## Aim of the task:
When the word "須成七宝稲沢線" shows up in a line of the records below, copy that line.

□ □ □ □ □

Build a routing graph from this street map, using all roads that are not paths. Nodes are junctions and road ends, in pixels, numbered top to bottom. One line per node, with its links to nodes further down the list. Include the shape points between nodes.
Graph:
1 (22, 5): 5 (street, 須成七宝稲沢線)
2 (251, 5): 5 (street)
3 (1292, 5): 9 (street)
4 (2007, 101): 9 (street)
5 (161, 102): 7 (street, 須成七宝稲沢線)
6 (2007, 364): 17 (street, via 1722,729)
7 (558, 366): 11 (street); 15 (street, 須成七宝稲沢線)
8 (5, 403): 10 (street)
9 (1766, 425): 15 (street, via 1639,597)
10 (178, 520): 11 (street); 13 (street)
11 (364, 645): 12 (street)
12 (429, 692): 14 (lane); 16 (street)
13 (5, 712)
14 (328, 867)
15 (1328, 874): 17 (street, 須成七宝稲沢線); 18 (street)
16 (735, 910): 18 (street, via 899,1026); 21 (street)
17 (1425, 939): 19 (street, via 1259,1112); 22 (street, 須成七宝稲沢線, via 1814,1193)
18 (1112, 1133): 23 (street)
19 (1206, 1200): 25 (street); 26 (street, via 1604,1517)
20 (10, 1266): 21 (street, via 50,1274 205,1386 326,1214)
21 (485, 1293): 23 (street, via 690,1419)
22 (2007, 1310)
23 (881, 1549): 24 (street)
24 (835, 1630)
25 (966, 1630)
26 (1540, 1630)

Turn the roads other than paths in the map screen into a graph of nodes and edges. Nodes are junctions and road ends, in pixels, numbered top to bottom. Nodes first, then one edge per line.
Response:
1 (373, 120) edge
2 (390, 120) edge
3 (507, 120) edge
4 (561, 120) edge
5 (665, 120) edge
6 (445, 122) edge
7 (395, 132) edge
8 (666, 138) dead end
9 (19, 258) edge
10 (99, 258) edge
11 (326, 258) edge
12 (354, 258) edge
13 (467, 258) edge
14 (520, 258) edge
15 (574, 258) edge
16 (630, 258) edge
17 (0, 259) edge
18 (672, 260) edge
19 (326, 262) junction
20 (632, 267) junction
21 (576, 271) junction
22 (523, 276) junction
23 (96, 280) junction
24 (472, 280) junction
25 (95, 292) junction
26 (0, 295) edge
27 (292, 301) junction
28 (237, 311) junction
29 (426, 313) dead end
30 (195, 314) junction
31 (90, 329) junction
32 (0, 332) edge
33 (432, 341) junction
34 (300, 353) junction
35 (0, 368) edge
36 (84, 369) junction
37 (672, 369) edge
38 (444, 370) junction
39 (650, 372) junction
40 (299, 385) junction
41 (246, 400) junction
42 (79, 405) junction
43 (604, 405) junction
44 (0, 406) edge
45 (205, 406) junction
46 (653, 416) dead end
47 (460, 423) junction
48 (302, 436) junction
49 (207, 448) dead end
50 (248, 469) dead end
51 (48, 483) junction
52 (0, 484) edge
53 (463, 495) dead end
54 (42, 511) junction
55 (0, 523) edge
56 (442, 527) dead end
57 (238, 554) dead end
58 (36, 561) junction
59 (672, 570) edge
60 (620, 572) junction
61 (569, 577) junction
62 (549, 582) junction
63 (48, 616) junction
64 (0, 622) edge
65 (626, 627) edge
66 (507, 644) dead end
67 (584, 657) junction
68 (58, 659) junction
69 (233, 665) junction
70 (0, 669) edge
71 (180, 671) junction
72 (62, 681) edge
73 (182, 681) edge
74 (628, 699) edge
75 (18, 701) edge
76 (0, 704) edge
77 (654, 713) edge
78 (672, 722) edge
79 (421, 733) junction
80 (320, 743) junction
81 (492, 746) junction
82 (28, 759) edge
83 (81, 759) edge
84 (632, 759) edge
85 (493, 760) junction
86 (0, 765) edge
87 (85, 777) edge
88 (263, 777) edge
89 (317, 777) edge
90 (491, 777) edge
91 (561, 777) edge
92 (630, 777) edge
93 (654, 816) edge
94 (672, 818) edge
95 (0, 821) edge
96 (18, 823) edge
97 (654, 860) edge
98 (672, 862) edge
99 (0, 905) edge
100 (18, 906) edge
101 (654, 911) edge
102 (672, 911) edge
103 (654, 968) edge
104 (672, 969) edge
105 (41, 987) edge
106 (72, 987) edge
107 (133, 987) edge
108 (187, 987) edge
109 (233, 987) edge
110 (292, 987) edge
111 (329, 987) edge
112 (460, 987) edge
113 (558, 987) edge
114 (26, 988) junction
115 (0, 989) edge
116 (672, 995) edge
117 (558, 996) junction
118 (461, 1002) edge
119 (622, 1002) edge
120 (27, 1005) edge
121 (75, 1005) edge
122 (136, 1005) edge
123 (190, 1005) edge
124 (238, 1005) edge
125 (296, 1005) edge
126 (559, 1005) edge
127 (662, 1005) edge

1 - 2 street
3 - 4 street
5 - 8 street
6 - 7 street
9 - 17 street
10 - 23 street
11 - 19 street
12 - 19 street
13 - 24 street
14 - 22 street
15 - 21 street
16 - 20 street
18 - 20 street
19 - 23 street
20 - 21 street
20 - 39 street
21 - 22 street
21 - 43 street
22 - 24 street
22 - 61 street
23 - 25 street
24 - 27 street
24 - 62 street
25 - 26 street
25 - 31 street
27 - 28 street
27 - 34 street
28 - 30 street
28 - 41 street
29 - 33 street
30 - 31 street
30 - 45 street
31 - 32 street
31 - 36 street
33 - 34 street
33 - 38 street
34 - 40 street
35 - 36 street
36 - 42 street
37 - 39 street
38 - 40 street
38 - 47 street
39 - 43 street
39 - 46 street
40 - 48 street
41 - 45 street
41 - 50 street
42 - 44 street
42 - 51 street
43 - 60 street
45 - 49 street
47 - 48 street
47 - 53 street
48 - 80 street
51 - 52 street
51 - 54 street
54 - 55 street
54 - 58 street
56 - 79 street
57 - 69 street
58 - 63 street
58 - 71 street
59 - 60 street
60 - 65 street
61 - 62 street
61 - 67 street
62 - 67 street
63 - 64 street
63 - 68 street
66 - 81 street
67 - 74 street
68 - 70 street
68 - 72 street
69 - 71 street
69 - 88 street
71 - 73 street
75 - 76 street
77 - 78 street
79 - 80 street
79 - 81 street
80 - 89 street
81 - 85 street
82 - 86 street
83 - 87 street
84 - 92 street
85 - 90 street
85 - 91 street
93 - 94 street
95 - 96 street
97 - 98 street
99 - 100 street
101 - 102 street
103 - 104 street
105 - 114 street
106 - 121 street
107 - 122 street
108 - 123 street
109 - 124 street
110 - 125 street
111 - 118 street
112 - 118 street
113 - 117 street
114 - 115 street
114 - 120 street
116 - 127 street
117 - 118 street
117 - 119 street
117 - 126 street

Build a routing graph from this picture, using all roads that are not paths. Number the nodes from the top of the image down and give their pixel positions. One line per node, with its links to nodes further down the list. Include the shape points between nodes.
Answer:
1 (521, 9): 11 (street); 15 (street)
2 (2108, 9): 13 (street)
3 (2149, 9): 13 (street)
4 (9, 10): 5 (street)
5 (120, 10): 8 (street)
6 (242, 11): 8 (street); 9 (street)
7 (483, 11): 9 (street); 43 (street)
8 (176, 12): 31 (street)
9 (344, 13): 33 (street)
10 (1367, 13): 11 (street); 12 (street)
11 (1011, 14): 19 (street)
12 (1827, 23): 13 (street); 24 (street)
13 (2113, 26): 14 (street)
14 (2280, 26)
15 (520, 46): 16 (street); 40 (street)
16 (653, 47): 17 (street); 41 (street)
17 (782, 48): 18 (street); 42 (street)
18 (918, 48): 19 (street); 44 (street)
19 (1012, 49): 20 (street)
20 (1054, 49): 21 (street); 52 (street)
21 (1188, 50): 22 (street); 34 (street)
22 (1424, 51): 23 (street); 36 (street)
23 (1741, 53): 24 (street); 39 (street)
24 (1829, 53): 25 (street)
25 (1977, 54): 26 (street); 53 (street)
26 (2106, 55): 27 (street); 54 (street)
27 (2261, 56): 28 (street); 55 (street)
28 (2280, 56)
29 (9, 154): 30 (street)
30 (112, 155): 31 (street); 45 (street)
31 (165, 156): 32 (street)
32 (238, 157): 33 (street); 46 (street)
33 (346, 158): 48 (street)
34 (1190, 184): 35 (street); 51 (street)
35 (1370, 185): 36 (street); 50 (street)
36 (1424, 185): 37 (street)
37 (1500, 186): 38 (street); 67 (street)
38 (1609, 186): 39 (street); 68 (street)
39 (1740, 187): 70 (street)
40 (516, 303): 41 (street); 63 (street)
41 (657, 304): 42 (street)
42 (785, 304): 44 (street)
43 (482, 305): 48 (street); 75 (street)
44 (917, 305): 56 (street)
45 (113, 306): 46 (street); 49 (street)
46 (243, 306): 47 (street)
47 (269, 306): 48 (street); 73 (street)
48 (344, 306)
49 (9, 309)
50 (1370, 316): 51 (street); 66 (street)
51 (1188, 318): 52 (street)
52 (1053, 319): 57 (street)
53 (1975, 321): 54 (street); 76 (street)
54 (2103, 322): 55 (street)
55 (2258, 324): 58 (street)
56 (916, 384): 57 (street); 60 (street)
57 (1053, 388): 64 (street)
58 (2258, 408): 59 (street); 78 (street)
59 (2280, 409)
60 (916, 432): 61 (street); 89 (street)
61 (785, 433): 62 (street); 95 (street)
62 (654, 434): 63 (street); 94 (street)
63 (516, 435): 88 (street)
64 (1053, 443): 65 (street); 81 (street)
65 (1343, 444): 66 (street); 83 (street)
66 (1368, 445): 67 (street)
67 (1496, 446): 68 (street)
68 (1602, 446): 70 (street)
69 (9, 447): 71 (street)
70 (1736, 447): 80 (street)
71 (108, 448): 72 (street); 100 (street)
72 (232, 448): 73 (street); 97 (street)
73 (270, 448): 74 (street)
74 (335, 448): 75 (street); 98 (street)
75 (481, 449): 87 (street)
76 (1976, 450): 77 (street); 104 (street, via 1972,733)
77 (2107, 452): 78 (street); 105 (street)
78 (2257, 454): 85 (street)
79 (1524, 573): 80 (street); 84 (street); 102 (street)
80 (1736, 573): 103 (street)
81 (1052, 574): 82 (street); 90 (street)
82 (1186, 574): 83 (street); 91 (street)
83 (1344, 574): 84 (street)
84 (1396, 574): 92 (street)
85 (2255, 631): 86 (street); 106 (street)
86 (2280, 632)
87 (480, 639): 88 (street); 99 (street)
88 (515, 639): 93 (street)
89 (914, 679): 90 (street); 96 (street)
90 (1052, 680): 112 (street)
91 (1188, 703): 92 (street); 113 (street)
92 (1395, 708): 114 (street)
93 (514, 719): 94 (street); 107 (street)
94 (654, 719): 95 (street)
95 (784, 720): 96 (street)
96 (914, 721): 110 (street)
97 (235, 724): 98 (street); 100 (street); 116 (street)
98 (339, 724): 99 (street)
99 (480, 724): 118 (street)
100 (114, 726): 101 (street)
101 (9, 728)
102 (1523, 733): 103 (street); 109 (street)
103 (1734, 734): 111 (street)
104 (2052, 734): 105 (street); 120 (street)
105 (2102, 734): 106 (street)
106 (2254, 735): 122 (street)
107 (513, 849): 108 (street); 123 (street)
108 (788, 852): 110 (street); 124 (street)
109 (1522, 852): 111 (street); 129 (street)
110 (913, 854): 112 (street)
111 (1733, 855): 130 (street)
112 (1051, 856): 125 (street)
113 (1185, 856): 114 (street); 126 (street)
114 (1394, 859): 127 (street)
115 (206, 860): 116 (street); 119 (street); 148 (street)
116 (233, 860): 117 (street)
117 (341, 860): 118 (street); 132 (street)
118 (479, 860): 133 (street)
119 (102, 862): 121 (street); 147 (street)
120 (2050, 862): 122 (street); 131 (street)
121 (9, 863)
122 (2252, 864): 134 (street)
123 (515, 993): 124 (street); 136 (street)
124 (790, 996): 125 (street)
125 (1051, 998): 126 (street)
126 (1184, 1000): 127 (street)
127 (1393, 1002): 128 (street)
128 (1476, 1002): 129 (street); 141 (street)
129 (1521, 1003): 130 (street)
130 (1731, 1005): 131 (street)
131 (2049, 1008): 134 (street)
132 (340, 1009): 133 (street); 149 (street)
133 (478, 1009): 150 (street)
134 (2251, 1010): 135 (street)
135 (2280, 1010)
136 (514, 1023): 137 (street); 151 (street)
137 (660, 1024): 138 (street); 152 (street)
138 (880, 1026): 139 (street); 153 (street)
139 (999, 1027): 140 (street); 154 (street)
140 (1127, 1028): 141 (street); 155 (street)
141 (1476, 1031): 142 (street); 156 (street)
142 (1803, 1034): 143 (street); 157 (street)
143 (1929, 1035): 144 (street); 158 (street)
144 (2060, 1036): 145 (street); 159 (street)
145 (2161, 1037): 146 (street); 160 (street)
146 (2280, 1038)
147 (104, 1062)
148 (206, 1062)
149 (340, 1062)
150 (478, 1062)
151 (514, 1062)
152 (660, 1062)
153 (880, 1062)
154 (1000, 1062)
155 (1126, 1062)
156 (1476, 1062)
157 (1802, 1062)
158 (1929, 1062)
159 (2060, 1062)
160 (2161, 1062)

□ □ □ □ □

## Your response:
1 (22, 5): 5 (street, 須成七宝稲沢線)
5 (161, 102): 7 (street, 須成七宝稲沢線)
7 (558, 366): 11 (street); 15 (street, 須成七宝稲沢線)
15 (1328, 874): 17 (street, 須成七宝稲沢線); 18 (street)
17 (1425, 939): 19 (street, via 1259,1112); 22 (street, 須成七宝稲沢線, via 1814,1193)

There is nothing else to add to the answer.